> **REQUIREMENT**
Even if a line seems odd, print it as it is, and include every record.

(Stored items)
▬▬▬▬▬▬

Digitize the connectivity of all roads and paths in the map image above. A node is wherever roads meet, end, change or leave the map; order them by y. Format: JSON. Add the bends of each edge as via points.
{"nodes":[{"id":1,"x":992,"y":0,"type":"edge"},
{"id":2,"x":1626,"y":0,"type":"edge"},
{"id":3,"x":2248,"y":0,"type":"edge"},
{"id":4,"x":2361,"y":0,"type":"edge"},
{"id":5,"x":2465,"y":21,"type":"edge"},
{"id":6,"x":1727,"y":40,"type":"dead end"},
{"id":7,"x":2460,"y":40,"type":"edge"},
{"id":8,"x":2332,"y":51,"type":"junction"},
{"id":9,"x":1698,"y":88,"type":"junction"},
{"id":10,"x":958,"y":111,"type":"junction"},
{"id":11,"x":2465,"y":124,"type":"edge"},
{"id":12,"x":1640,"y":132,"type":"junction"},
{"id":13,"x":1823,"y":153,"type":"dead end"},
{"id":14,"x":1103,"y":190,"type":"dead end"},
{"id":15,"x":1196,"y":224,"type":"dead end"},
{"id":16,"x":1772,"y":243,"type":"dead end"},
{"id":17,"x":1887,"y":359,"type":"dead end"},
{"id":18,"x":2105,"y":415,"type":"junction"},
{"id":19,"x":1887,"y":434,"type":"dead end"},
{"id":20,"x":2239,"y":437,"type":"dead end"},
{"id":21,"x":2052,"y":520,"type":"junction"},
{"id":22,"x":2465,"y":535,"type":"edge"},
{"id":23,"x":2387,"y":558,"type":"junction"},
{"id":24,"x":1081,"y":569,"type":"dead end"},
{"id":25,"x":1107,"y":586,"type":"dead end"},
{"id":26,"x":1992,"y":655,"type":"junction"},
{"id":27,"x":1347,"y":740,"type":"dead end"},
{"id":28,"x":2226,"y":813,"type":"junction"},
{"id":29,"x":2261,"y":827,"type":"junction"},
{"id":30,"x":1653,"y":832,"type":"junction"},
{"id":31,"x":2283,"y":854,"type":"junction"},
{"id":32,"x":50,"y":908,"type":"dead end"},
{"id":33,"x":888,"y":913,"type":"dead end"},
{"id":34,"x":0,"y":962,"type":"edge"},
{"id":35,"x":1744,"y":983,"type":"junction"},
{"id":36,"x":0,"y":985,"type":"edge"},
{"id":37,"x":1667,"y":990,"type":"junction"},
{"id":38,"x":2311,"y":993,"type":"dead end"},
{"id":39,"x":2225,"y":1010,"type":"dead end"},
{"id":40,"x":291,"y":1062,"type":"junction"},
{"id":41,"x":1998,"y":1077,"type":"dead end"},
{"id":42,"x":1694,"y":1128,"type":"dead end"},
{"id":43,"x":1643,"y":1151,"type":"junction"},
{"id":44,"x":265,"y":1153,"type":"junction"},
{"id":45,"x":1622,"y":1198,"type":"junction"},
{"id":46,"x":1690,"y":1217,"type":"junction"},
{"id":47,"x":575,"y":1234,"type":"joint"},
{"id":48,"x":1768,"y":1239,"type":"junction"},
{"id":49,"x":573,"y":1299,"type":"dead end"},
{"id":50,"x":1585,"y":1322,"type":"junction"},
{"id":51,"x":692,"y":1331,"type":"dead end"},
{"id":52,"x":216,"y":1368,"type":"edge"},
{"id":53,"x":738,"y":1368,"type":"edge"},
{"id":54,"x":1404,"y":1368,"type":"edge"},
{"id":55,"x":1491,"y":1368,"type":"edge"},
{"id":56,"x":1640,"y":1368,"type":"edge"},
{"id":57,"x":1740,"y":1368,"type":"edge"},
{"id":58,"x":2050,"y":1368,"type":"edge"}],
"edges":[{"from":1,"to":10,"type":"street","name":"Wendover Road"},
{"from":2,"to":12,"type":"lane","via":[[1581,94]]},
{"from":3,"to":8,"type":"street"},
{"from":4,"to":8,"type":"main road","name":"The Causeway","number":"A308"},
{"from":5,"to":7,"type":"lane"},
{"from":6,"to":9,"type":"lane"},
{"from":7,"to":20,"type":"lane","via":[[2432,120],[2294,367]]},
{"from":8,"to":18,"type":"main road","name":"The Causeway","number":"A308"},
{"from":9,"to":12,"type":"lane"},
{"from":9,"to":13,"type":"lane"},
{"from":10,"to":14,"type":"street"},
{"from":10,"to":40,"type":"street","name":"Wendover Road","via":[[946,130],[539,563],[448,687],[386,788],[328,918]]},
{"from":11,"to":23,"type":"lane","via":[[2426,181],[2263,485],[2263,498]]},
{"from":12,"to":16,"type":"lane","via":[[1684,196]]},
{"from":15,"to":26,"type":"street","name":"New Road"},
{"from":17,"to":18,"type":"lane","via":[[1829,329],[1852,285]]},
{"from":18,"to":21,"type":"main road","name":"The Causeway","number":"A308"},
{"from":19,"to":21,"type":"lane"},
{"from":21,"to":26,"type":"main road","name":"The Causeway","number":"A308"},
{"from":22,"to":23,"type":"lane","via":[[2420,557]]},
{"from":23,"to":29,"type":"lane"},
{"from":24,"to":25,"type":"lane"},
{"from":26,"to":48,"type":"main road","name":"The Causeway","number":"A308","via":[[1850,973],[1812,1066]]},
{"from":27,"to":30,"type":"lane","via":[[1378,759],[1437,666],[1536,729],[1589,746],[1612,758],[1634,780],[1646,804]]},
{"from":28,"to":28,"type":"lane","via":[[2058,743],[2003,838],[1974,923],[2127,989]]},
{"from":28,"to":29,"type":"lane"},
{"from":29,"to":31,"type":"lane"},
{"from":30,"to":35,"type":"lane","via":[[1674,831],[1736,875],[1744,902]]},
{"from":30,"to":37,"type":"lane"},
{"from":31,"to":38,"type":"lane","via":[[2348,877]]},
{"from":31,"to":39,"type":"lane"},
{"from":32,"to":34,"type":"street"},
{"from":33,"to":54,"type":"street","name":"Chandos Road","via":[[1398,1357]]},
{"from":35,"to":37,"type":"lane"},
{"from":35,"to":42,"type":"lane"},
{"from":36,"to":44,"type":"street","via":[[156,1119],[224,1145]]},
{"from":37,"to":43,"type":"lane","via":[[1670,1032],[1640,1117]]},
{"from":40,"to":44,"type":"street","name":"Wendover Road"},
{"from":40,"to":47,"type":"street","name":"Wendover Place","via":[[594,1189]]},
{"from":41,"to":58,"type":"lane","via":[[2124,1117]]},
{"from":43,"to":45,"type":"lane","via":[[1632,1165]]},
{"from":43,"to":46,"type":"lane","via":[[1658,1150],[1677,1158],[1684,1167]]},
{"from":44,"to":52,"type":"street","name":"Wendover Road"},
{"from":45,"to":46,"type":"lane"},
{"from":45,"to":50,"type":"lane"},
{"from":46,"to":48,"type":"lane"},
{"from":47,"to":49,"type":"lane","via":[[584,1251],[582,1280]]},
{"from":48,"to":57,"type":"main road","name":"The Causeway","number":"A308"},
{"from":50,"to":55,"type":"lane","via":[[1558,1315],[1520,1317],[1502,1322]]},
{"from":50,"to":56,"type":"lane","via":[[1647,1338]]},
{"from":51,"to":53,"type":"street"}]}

▬▬▬▬▬▬

> **RESPONSE TO THIS TASK**
Digitize the connectivity of all roads and paths in the map image above. A node is wherever roads meet, end, change or leave the map; order them by y. Format: JSON. Add the bends of each edge as via points.
{"nodes":[{"id":1,"x":992,"y":0,"type":"edge"},
{"id":2,"x":1626,"y":0,"type":"edge"},
{"id":3,"x":2248,"y":0,"type":"edge"},
{"id":4,"x":2361,"y":0,"type":"edge"},
{"id":5,"x":2465,"y":21,"type":"edge"},
{"id":6,"x":1727,"y":40,"type":"dead end"},
{"id":7,"x":2460,"y":40,"type":"edge"},
{"id":8,"x":2332,"y":51,"type":"junction"},
{"id":9,"x":1698,"y":88,"type":"junction"},
{"id":10,"x":958,"y":111,"type":"junction"},
{"id":11,"x":2465,"y":124,"type":"edge"},
{"id":12,"x":1640,"y":132,"type":"junction"},
{"id":13,"x":1823,"y":153,"type":"dead end"},
{"id":14,"x":1103,"y":190,"type":"dead end"},
{"id":15,"x":1196,"y":224,"type":"dead end"},
{"id":16,"x":1772,"y":243,"type":"dead end"},
{"id":17,"x":1887,"y":359,"type":"dead end"},
{"id":18,"x":2105,"y":415,"type":"junction"},
{"id":19,"x":1887,"y":434,"type":"dead end"},
{"id":20,"x":2239,"y":437,"type":"dead end"},
{"id":21,"x":2052,"y":520,"type":"junction"},
{"id":22,"x":2465,"y":535,"type":"edge"},
{"id":23,"x":2387,"y":558,"type":"junction"},
{"id":24,"x":1081,"y":569,"type":"dead end"},
{"id":25,"x":1107,"y":586,"type":"dead end"},
{"id":26,"x":1992,"y":655,"type":"junction"},
{"id":27,"x":1347,"y":740,"type":"dead end"},
{"id":28,"x":2226,"y":813,"type":"junction"},
{"id":29,"x":2261,"y":827,"type":"junction"},
{"id":30,"x":1653,"y":832,"type":"junction"},
{"id":31,"x":2283,"y":854,"type":"junction"},
{"id":32,"x":50,"y":908,"type":"dead end"},
{"id":33,"x":888,"y":913,"type":"dead end"},
{"id":34,"x":0,"y":962,"type":"edge"},
{"id":35,"x":1744,"y":983,"type":"junction"},
{"id":36,"x":0,"y":985,"type":"edge"},
{"id":37,"x":1667,"y":990,"type":"junction"},
{"id":38,"x":2311,"y":993,"type":"dead end"},
{"id":39,"x":2225,"y":1010,"type":"dead end"},
{"id":40,"x":291,"y":1062,"type":"junction"},
{"id":41,"x":1998,"y":1077,"type":"dead end"},
{"id":42,"x":1694,"y":1128,"type":"dead end"},
{"id":43,"x":1643,"y":1151,"type":"junction"},
{"id":44,"x":265,"y":1153,"type":"junction"},
{"id":45,"x":1622,"y":1198,"type":"junction"},
{"id":46,"x":1690,"y":1217,"type":"junction"},
{"id":47,"x":575,"y":1234,"type":"joint"},
{"id":48,"x":1768,"y":1239,"type":"junction"},
{"id":49,"x":573,"y":1299,"type":"dead end"},
{"id":50,"x":1585,"y":1322,"type":"junction"},
{"id":51,"x":692,"y":1331,"type":"dead end"},
{"id":52,"x":216,"y":1368,"type":"edge"},
{"id":53,"x":738,"y":1368,"type":"edge"},
{"id":54,"x":1404,"y":1368,"type":"edge"},
{"id":55,"x":1491,"y":1368,"type":"edge"},
{"id":56,"x":1640,"y":1368,"type":"edge"},
{"id":57,"x":1740,"y":1368,"type":"edge"},
{"id":58,"x":2050,"y":1368,"type":"edge"}],
"edges":[{"from":1,"to":10,"type":"street","name":"Wendover Road"},
{"from":2,"to":12,"type":"lane","via":[[1581,94]]},
{"from":3,"to":8,"type":"street"},
{"from":4,"to":8,"type":"main road","name":"The Causeway","number":"A308"},
{"from":5,"to":7,"type":"lane"},
{"from":6,"to":9,"type":"lane"},
{"from":7,"to":20,"type":"lane","via":[[2432,120],[2294,367]]},
{"from":8,"to":18,"type":"main road","name":"The Causeway","number":"A308"},
{"from":9,"to":12,"type":"lane"},
{"from":9,"to":13,"type":"lane"},
{"from":10,"to":14,"type":"street"},
{"from":10,"to":40,"type":"street","name":"Wendover Road","via":[[946,130],[539,563],[448,687],[386,788],[328,918]]},
{"from":11,"to":23,"type":"lane","via":[[2426,181],[2263,485],[2263,498]]},
{"from":12,"to":16,"type":"lane","via":[[1684,196]]},
{"from":15,"to":26,"type":"street","name":"New Road"},
{"from":17,"to":18,"type":"lane","via":[[1829,329],[1852,285]]},
{"from":18,"to":21,"type":"main road","name":"The Causeway","number":"A308"},
{"from":19,"to":21,"type":"lane"},
{"from":21,"to":26,"type":"main road","name":"The Causeway","number":"A308"},
{"from":22,"to":23,"type":"lane","via":[[2420,557]]},
{"from":23,"to":29,"type":"lane"},
{"from":24,"to":25,"type":"lane"},
{"from":26,"to":48,"type":"main road","name":"The Causeway","number":"A308","via":[[1850,973],[1812,1066]]},
{"from":27,"to":30,"type":"lane","via":[[1378,759],[1437,666],[1536,729],[1589,746],[1612,758],[1634,780],[1646,804]]},
{"from":28,"to":28,"type":"lane","via":[[2058,743],[2003,838],[1974,923],[2127,989]]},
{"from":28,"to":29,"type":"lane"},
{"from":29,"to":31,"type":"lane"},
{"from":30,"to":35,"type":"lane","via":[[1674,831],[1736,875],[1744,902]]},
{"from":30,"to":37,"type":"lane"},
{"from":31,"to":38,"type":"lane","via":[[2348,877]]},
{"from":31,"to":39,"type":"lane"},
{"from":32,"to":34,"type":"street"},
{"from":33,"to":54,"type":"street","name":"Chandos Road","via":[[1398,1357]]},
{"from":35,"to":37,"type":"lane"},
{"from":35,"to":42,"type":"lane"},
{"from":36,"to":44,"type":"street","via":[[156,1119],[224,1145]]},
{"from":37,"to":43,"type":"lane","via":[[1670,1032],[1640,1117]]},
{"from":40,"to":44,"type":"street","name":"Wendover Road"},
{"from":40,"to":47,"type":"street","name":"Wendover Place","via":[[594,1189]]},
{"from":41,"to":58,"type":"lane","via":[[2124,1117]]},
{"from":43,"to":45,"type":"lane","via":[[1632,1165]]},
{"from":43,"to":46,"type":"lane","via":[[1658,1150],[1677,1158],[1684,1167]]},
{"from":44,"to":52,"type":"street","name":"Wendover Road"},
{"from":45,"to":46,"type":"lane"},
{"from":45,"to":50,"type":"lane"},
{"from":46,"to":48,"type":"lane"},
{"from":47,"to":49,"type":"lane","via":[[584,1251],[582,1280]]},
{"from":48,"to":57,"type":"main road","name":"The Causeway","number":"A308"},
{"from":50,"to":55,"type":"lane","via":[[1558,1315],[1520,1317],[1502,1322]]},
{"from":50,"to":56,"type":"lane","via":[[1647,1338]]},
{"from":51,"to":53,"type":"street"}]}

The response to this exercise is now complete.